3. Stealth — Camoufox (30 credits). Fingerprint-hardened browser automation for targets with serious anti-bot defenses (Cloudflare, Akamai, DataDome). This is the top rung, and it's the most expensive path by design. You reach for it when Standard gets blocked — and only then. Leading with Stealth "to be safe" is how you turn a cheap job into an expensive one for no benefit.

The cost gradient is real

The reason this ladder matters is that the cost between rungs isn't linear, it's brutal. An HTTP fetch is milliseconds of CPU and almost no memory. A browser render is a cold-started process, a full layout and paint, and seconds of wall-clock. Stealth adds fingerprint work on top of that. That's exactly why our pricing weights them the same way — Light is 1 credit, Standard 5, Stealth 30. At one request, who cares. At a million requests a month, the difference between rung 1 and rung 3 is the difference between a rounding error and your largest infrastructure line item.

A practical heuristic

Here's the rule we'd give a new engineer:

Try Light first. If you get the data, you're done. If the page is empty without JS, or you need to do something on it, go to Standard. If Standard gets blocked, go to Stealth — and open a ticket, because a target that beats Standard is worth understanding.

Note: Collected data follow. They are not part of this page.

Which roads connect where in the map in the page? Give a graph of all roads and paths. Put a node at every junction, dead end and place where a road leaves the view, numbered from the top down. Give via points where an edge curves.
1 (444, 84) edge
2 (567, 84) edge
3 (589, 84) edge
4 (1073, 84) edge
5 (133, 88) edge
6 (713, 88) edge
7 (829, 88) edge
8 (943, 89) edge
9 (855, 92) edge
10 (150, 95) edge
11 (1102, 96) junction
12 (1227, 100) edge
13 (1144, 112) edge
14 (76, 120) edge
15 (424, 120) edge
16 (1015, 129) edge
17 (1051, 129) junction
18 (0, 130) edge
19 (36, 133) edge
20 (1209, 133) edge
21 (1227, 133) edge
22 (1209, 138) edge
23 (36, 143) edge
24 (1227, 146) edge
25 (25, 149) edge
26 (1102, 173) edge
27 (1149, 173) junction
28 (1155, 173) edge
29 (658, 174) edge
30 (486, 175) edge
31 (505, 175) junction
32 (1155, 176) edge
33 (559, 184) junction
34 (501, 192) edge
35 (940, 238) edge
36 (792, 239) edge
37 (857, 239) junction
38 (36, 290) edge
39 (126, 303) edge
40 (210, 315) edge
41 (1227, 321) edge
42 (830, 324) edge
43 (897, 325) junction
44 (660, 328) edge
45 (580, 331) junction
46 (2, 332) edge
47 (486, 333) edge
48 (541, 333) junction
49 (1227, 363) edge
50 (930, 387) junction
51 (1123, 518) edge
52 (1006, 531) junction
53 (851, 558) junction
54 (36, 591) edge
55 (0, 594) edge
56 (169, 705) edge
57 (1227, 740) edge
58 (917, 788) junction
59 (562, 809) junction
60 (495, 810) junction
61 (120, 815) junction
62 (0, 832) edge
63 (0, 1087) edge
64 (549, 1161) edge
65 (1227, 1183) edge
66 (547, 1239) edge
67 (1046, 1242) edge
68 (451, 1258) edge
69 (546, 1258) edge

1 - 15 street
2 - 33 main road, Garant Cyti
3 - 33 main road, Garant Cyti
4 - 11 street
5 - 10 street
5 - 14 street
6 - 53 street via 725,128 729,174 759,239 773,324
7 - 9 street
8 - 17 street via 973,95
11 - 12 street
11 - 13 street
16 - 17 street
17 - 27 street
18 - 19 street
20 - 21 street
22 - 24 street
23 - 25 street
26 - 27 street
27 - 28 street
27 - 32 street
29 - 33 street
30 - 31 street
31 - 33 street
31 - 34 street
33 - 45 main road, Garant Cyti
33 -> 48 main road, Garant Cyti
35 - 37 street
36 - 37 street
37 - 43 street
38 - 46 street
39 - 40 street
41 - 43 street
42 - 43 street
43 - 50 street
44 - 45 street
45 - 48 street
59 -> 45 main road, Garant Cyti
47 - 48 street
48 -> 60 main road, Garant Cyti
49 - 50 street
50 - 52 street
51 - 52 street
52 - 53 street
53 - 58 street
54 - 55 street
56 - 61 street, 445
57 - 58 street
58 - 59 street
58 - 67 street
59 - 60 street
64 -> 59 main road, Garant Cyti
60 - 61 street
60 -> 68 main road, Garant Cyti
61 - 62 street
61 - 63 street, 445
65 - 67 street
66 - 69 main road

The anti-pattern is the inverse: starting at the top "so it always works," then never coming back down. Six months later you're rendering a full browser to scrape a static price that was sitting in the initial HTML the whole time.

On ScrapeNest, switching rungs is a one-word change in the job payload — "engine": "light" to "engine": "standard" — same API, same artifact format, same delivery. That's deliberate. The point is to make trying the cheap option first cost you nothing, so you actually do it.